> _What you should do_
Which lines in the data below contain the word "مركز"? Copy each of them.

=== Data for this exercise ===

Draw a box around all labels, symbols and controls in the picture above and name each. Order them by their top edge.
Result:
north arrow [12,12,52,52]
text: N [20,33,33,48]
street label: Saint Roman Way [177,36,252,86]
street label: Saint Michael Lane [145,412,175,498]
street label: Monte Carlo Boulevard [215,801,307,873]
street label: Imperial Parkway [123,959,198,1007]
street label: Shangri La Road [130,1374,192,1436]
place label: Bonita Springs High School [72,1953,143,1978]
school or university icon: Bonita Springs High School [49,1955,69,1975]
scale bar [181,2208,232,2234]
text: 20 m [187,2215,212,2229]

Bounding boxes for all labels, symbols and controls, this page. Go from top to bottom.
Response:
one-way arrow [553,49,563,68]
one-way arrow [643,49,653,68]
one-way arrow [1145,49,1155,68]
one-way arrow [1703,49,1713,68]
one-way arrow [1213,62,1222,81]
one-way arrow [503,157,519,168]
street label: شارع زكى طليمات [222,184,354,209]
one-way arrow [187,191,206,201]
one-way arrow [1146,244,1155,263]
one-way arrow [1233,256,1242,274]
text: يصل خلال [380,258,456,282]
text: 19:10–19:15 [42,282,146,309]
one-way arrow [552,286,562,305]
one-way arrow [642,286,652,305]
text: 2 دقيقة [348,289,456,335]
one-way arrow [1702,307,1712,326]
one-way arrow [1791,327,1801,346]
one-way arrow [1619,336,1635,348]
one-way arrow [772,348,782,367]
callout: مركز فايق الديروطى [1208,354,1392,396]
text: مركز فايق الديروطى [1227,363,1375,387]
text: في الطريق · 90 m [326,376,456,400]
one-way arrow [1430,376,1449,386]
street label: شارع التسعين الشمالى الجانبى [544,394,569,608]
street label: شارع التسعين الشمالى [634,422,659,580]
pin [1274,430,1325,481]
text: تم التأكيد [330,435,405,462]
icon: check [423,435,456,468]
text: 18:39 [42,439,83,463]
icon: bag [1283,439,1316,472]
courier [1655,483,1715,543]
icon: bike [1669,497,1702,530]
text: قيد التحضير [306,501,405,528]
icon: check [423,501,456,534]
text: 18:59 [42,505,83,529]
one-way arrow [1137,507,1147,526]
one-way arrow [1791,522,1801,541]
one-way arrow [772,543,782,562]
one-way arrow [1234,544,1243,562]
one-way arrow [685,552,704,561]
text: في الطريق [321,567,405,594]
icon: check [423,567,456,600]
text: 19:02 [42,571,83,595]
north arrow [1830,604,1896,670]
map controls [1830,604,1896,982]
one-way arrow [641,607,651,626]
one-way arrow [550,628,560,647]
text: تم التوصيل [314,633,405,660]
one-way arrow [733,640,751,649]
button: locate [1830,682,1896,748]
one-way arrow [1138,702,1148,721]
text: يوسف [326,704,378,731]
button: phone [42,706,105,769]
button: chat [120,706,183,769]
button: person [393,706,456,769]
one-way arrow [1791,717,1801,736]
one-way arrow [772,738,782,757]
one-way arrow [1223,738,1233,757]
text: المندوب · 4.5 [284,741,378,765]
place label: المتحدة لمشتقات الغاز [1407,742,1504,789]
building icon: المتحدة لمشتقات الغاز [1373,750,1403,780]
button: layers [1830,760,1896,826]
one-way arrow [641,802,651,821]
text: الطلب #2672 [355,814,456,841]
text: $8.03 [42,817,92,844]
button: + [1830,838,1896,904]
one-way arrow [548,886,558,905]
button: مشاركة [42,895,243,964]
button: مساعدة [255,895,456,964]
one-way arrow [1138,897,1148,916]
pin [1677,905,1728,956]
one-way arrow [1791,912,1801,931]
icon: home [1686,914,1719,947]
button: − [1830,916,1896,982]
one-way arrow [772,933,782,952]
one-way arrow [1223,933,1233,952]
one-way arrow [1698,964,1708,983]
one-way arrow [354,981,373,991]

===

> _Expected output_
callout: مركز فايق الديروطى [1208,354,1392,396]
text: مركز فايق الديروطى [1227,363,1375,387]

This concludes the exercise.